According to a CWA report from 2024, 60 percent of workers at the Syracuse center earn less than $19 an hour—and nearly 90 percent earned under $21 an hour even though eBay brought in $2 billion in profits last year, with revenue of 10.3 billion dollars.

Due to the closure of the Syracuse headquarters of TCGPlayer, State Senator for New York's 50th State Senate district, Christopher Ryan, stated:

I am deeply disheartened by eBay's decision to shut down TCGplayer's Syracuse office, resulting in the loss of over 300 local jobs. This move not only disrupts the lives of dedicated employees but also undermines the economic stability of our region.

TCGplayer has been a cornerstone of Syracuse's tech industry, and its acquisition by eBay in 2022 was seen as a promising development. However, the subsequent actions ranging from reported anti-union tactics to this abrupt closure reflect a disregard for the workforce that contributed to TCGplayer's success. It’s nothing more than a retaliatory move against the hardworking employees that contribute to the success and profit of eBay.

I know firsthand that TCGplayer’s employees merely stood up to ask for fair compensation and safe working conditions. They organized to form a union—the first at eBay—and they did so with courage, vision, and a commitment to fairness and equity.

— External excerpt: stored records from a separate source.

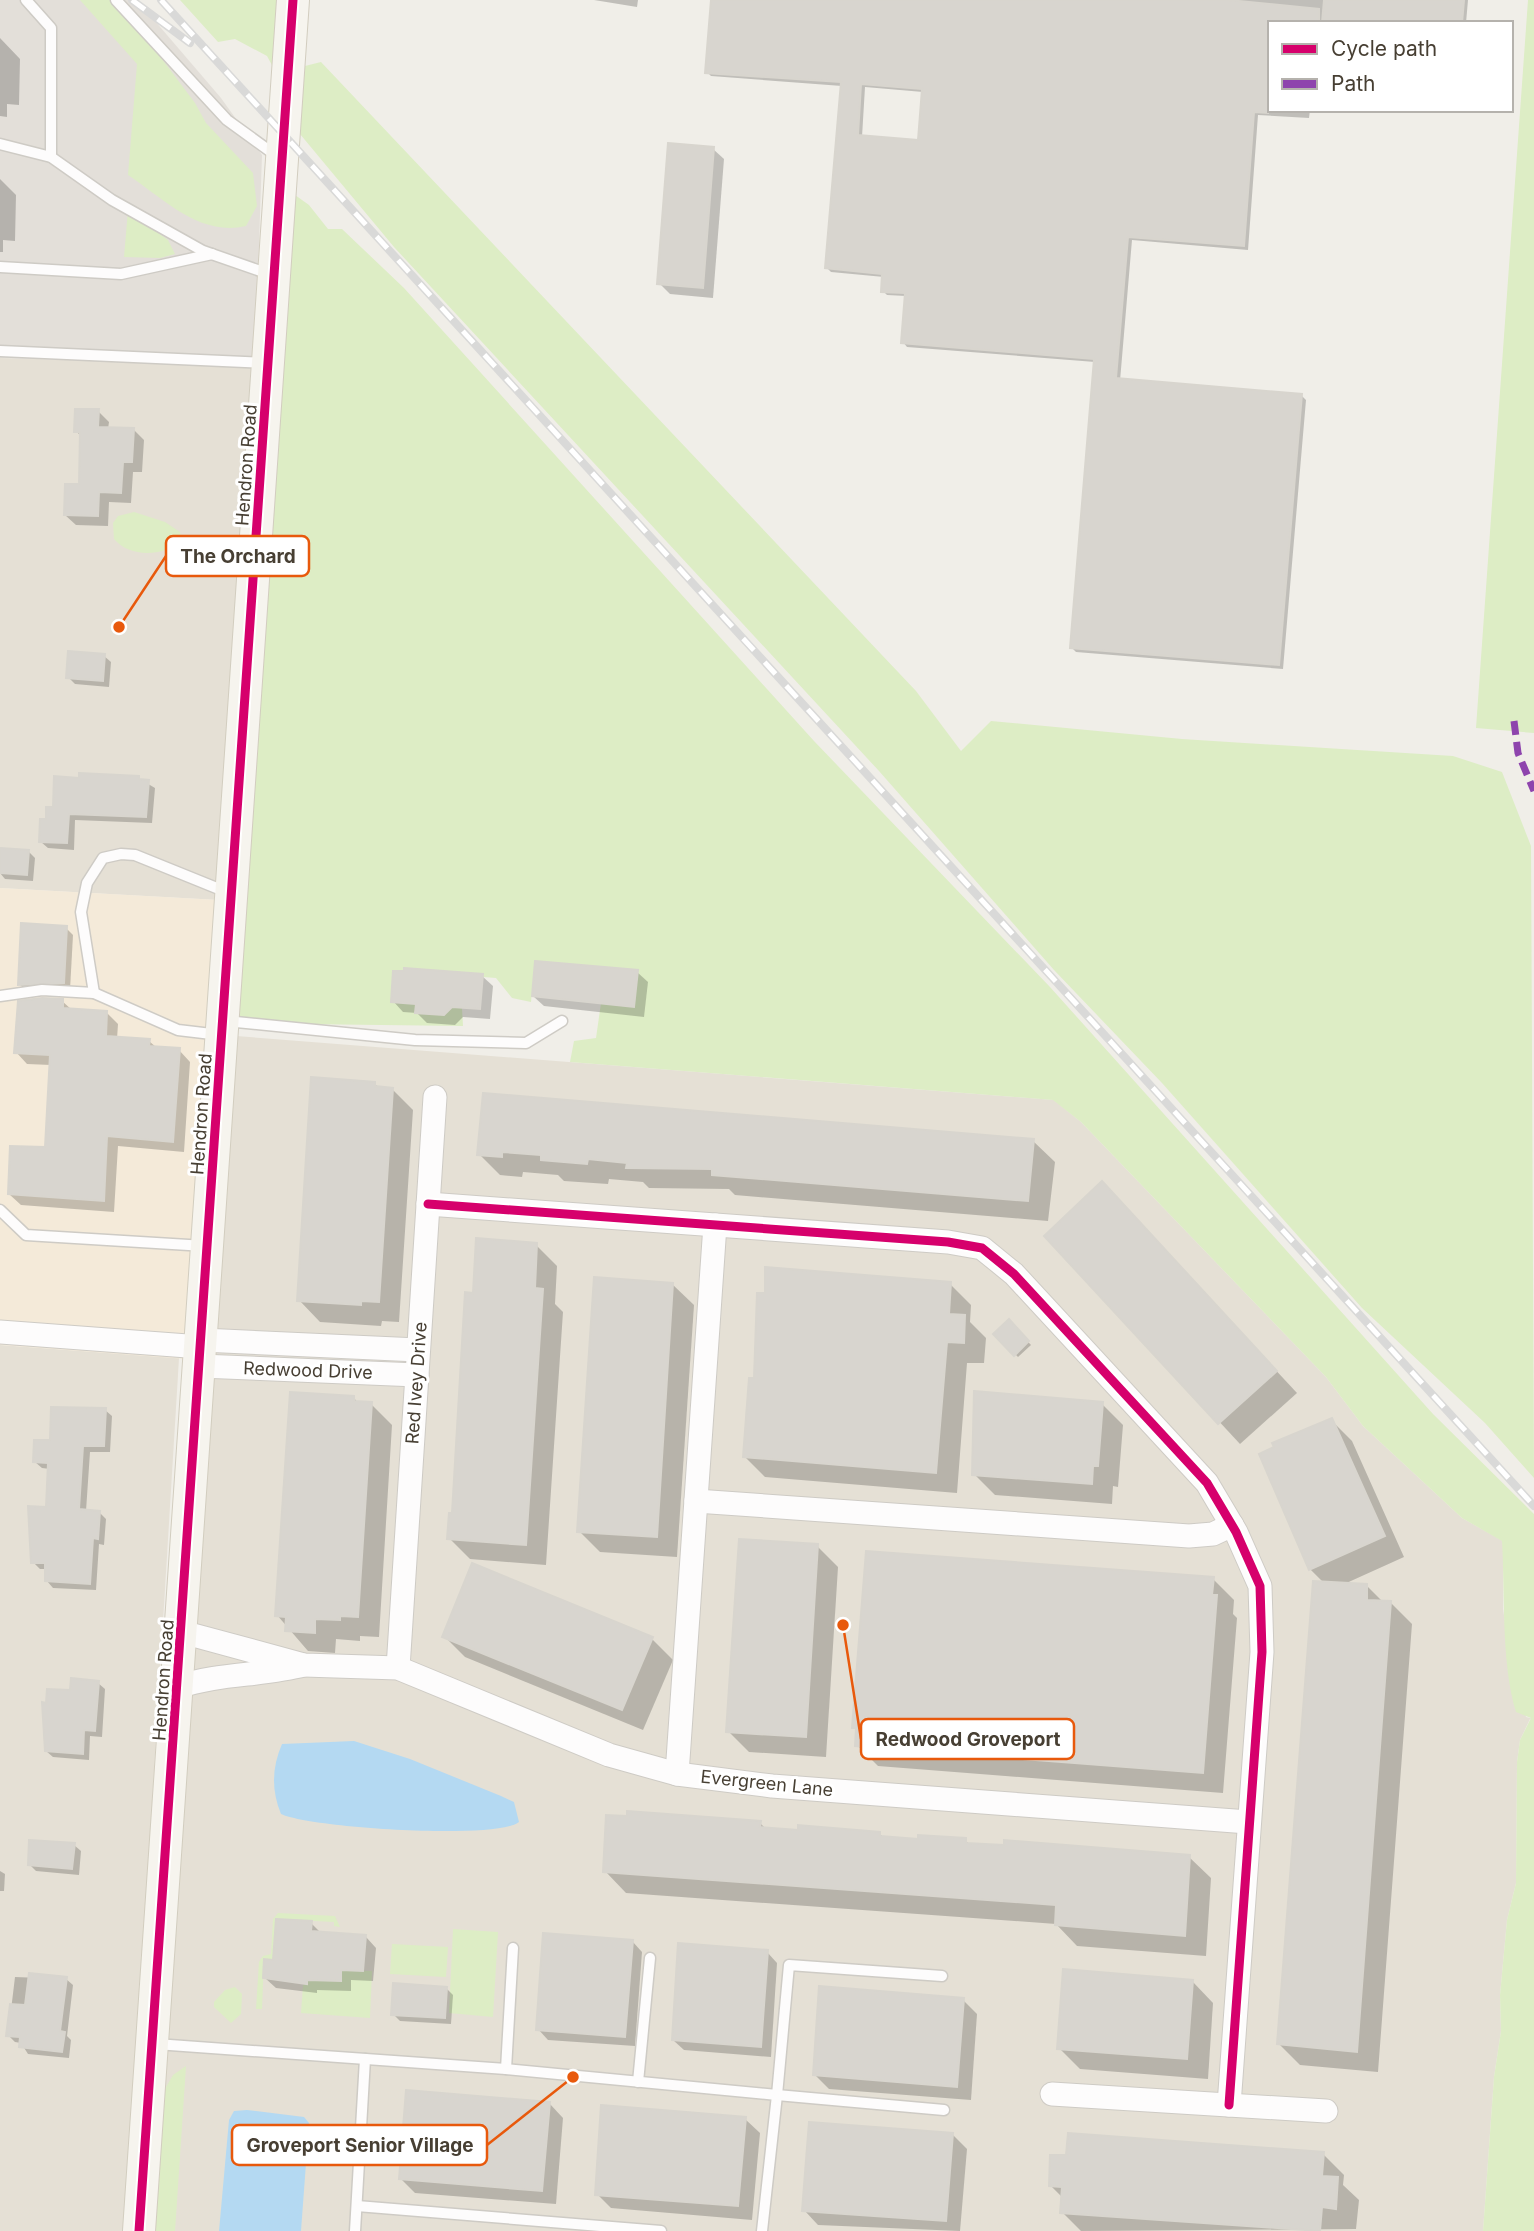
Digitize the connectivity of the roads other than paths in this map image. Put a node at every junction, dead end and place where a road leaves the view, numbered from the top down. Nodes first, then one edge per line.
1 (26, 0) edge
2 (116, 0) edge
3 (293, 0) edge
4 (0, 144) edge
5 (51, 157) junction
6 (284, 161) junction
7 (213, 254) junction
8 (0, 267) edge
9 (275, 276) junction
10 (0, 351) edge
11 (270, 363) junction
12 (232, 894) junction
13 (94, 993) junction
14 (0, 996) edge
15 (562, 1021) dead end
16 (223, 1028) junction
17 (435, 1097) dead end
18 (428, 1204) junction
19 (0, 1210) edge
20 (715, 1225) junction
21 (208, 1246) junction
22 (0, 1332) edge
23 (418, 1350) junction
24 (201, 1351) junction
25 (416, 1375) junction
26 (696, 1501) junction
27 (1232, 1525) junction
28 (182, 1632) junction
29 (304, 1665) junction
30 (398, 1668) junction
31 (178, 1687) junction
32 (677, 1774) junction
33 (1248, 1822) junction
34 (513, 1948) dead end
35 (650, 1958) dead end
36 (942, 1976) dead end
37 (152, 2044) junction
38 (365, 2059) junction
39 (506, 2069) junction
40 (638, 2082) junction
41 (1052, 2094) dead end
42 (778, 2095) junction
43 (1229, 2105) junction
44 (944, 2110) dead end
45 (1326, 2111) dead end
46 (358, 2207) junction
47 (488, 2217) junction
48 (628, 2230) edge
49 (139, 2231) edge
50 (355, 2231) edge
51 (487, 2231) edge
52 (661, 2231) edge
53 (762, 2231) edge

1 - 5 lane
2 - 6 lane
3 - 6 street, Hendron Road
4 - 5 lane
5 - 7 lane
6 - 9 street, Hendron Road
7 - 8 lane
7 - 9 lane
9 - 11 street, Hendron Road
10 - 11 lane
11 - 12 street, Hendron Road
12 - 13 lane
12 - 16 street, Hendron Road
13 - 14 lane
13 - 16 lane
15 - 16 lane
16 - 21 street, Hendron Road
17 - 18 street, Red Ivey Drive
18 - 20 street
18 - 23 street, Red Ivey Drive
19 - 21 lane
20 - 26 street
20 - 27 street
21 - 24 street, Hendron Road
22 - 24 street
23 - 24 street, Redwood Drive
23 - 25 street, Red Ivey Drive
24 - 25 street, Redwood Drive
24 - 28 street, Hendron Road
25 - 30 street, Red Ivey Drive
26 - 27 street
26 - 32 street
27 - 33 street
28 - 29 street, Evergreen Lane
28 - 31 street, Hendron Road
29 - 30 street, Evergreen Lane
29 - 31 street, Evergreen Lane
30 - 32 street, Evergreen Lane
31 - 37 street, Hendron Road
32 - 33 street, Evergreen Lane
33 - 43 street
34 - 39 lane
35 - 40 lane
36 - 42 lane
37 - 38 lane
37 - 49 street, Hendron Road
38 - 39 lane
38 - 46 lane
39 - 40 lane
40 - 42 lane
41 - 43 street
42 - 44 lane
42 - 53 lane
43 - 45 street
46 - 47 lane
46 - 50 lane
47 - 48 lane
47 - 51 lane
48 - 52 lane

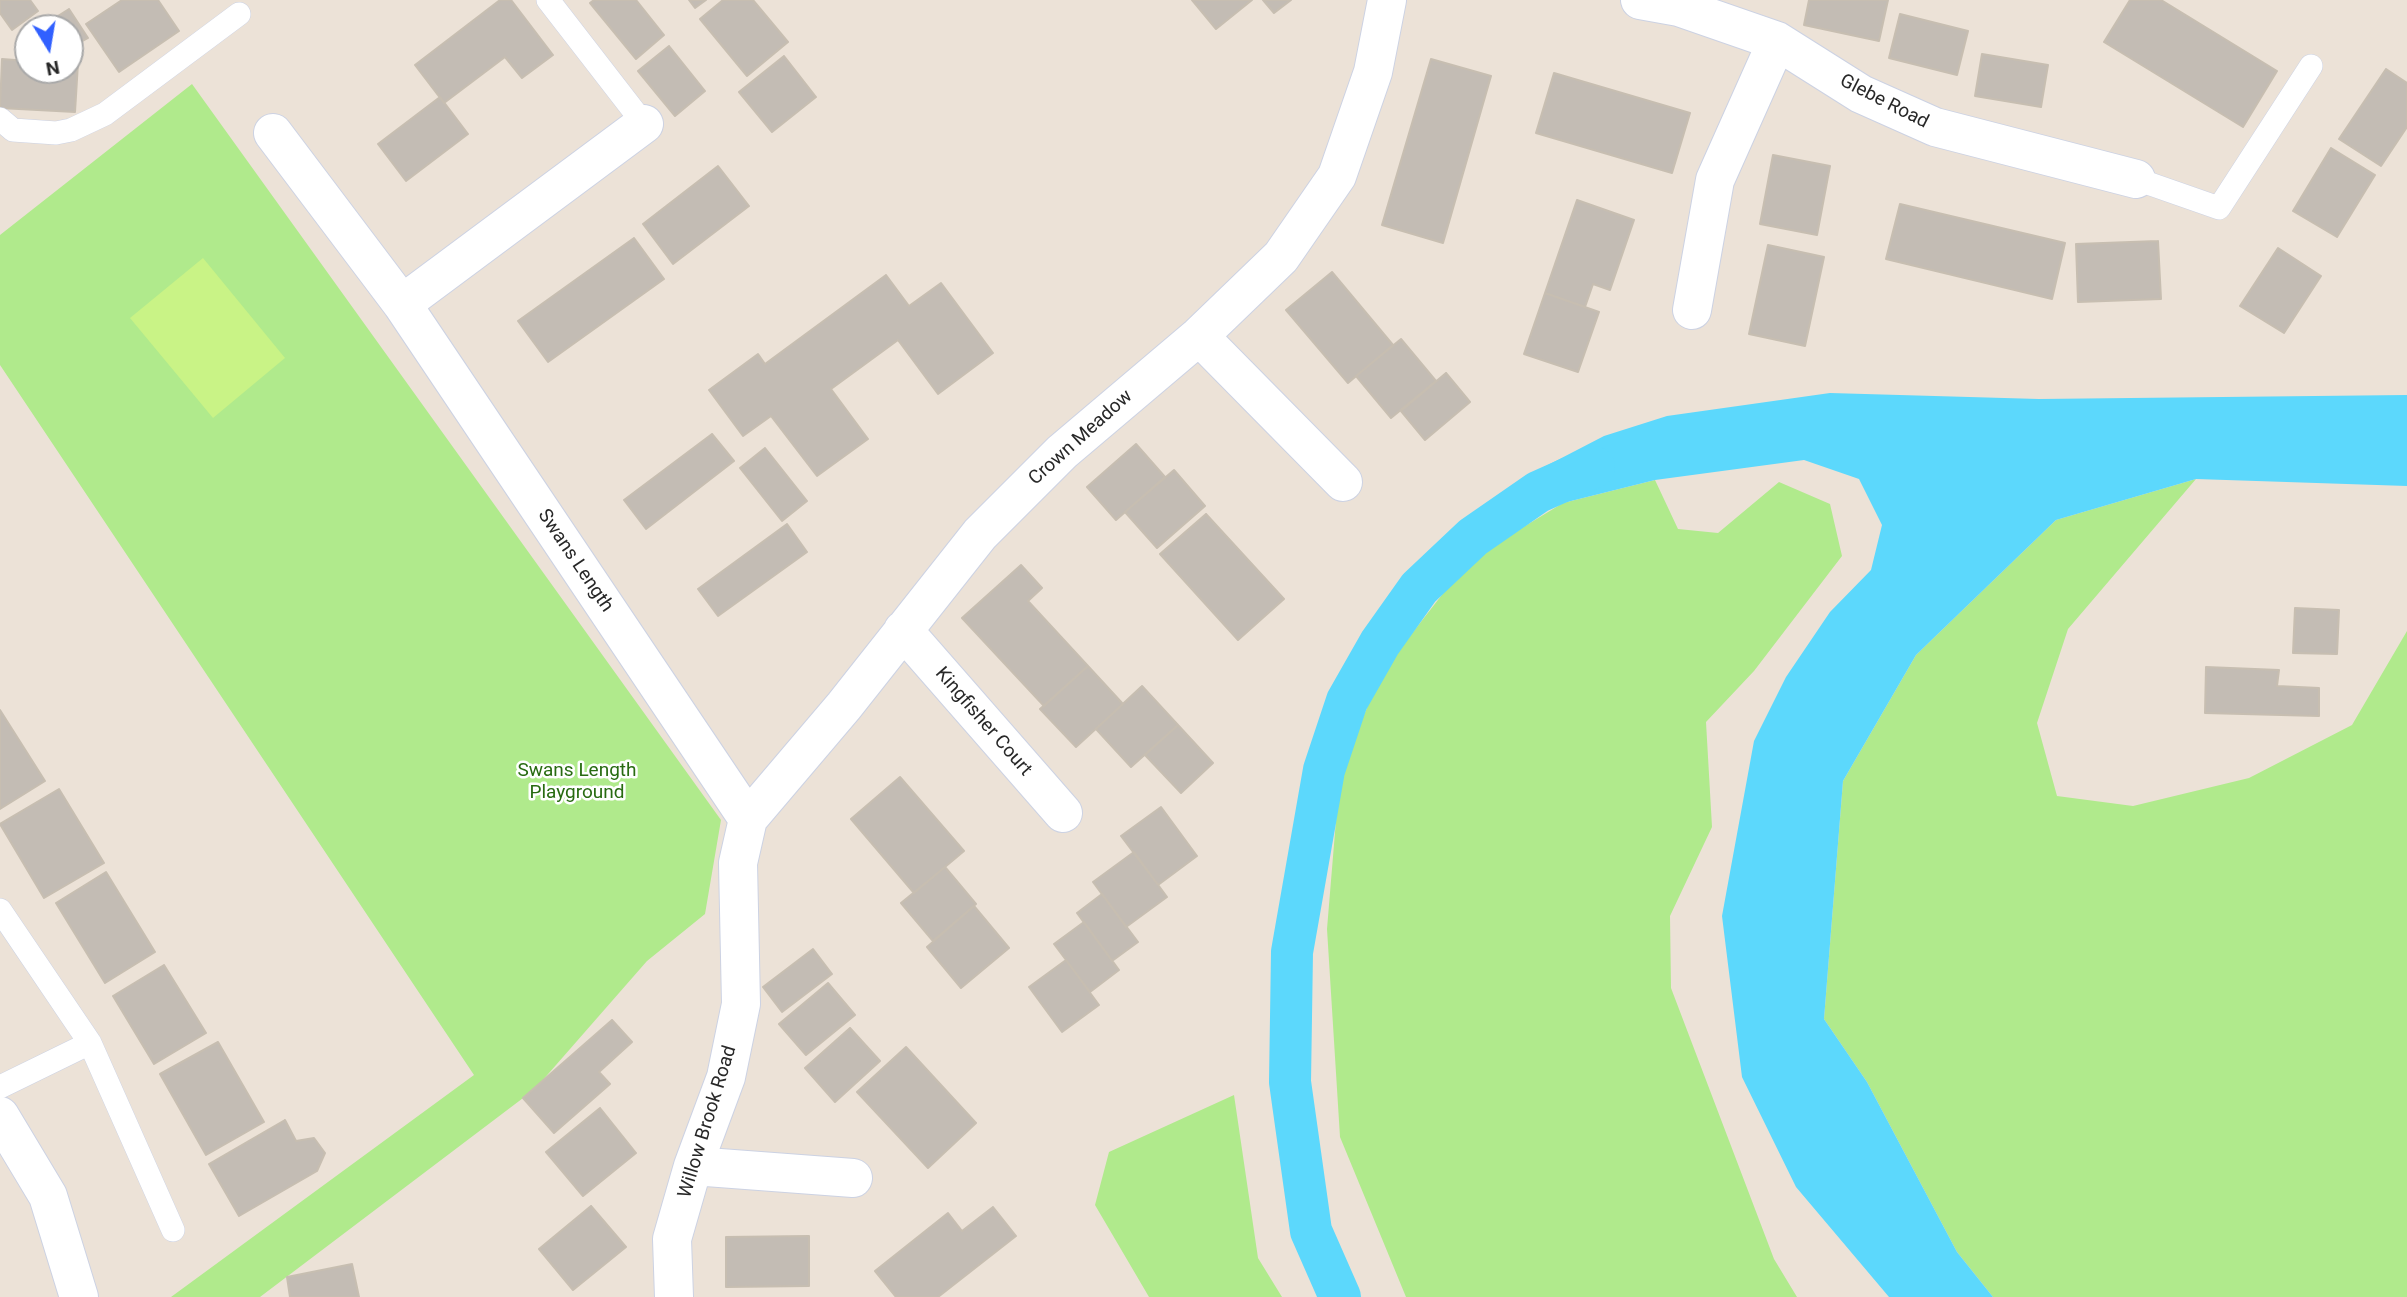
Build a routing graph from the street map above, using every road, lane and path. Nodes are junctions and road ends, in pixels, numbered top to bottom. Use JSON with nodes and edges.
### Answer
{"nodes":[{"id":1,"x":548,"y":0,"type":"edge"},
{"id":2,"x":1387,"y":0,"type":"edge"},
{"id":3,"x":1640,"y":0,"type":"edge"},
{"id":4,"x":239,"y":14,"type":"dead end"},
{"id":5,"x":1777,"y":41,"type":"junction"},
{"id":6,"x":2311,"y":66,"type":"dead end"},
{"id":7,"x":0,"y":118,"type":"edge"},
{"id":8,"x":644,"y":124,"type":"joint"},
{"id":9,"x":273,"y":133,"type":"dead end"},
{"id":10,"x":2136,"y":179,"type":"joint"},
{"id":11,"x":402,"y":304,"type":"junction"},
{"id":12,"x":1692,"y":310,"type":"dead end"},
{"id":13,"x":1199,"y":336,"type":"junction"},
{"id":14,"x":1343,"y":482,"type":"dead end"},
{"id":15,"x":903,"y":630,"type":"junction"},
{"id":16,"x":1063,"y":813,"type":"dead end"},
{"id":17,"x":748,"y":819,"type":"junction"},
{"id":18,"x":738,"y":863,"type":"joint"},
{"id":19,"x":0,"y":910,"type":"edge"},
{"id":20,"x":90,"y":1043,"type":"junction"},
{"id":21,"x":0,"y":1087,"type":"edge"},
{"id":22,"x":0,"y":1116,"type":"edge"},
{"id":23,"x":693,"y":1166,"type":"junction"},
{"id":24,"x":853,"y":1178,"type":"dead end"},
{"id":25,"x":173,"y":1230,"type":"dead end"},
{"id":26,"x":79,"y":1297,"type":"edge"},
{"id":27,"x":674,"y":1297,"type":"edge"}],
"edges":[{"from":1,"to":8,"type":"lane"},
{"from":2,"to":13,"type":"street","name":"Crown Meadow"},
{"from":3,"to":5,"type":"street","name":"Glebe Road"},
{"from":4,"to":7,"type":"lane"},
{"from":5,"to":10,"type":"street","name":"Glebe Road"},
{"from":5,"to":12,"type":"street"},
{"from":6,"to":10,"type":"lane"},
{"from":8,"to":11,"type":"street"},
{"from":9,"to":11,"type":"street","name":"Swans Length"},
{"from":11,"to":17,"type":"street","name":"Swans Length"},
{"from":13,"to":14,"type":"street"},
{"from":13,"to":15,"type":"street","name":"Crown Meadow"},
{"from":15,"to":16,"type":"street","name":"Kingfisher Court"},
{"from":15,"to":17,"type":"street","name":"Crown Meadow"},
{"from":17,"to":18,"type":"street","name":"Crown Meadow"},
{"from":18,"to":23,"type":"street","name":"Willow Brook Road"},
{"from":19,"to":20,"type":"lane"},
{"from":20,"to":21,"type":"lane"},
{"from":20,"to":25,"type":"lane"},
{"from":22,"to":26,"type":"street"},
{"from":23,"to":24,"type":"street"},
{"from":23,"to":27,"type":"street","name":"Willow Brook Road"}]}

Central New York deserves better than a multinational corporation that moves in, acquires a successful start-up, and then moves out of state. I will always advocate for our local workforce and the economic well-being of our community.
— Christopher Ryan
The founder of TCGPlayer, Chedy Hampson, stated his opinion on the closure of the TCGPlayer in headquarters:

As the founder of TCGplayer, my heart goes out to the individuals and families affected by [yesterday's] news," said Hampson. "Though I am no longer involved with TCGplayer, when I founded the company, it was important to me to cultivate a workplace culture where employees could pursue their personal passions, like my own for gaming and feel valued.
— Chedy Hampson
On June 10, 2025, the union representing eBay's TCGplayer employees in Syracuse unanimously approved a closing agreement after eBay decided to shut down the Syracuse office and move operations to Louisville, Kentucky.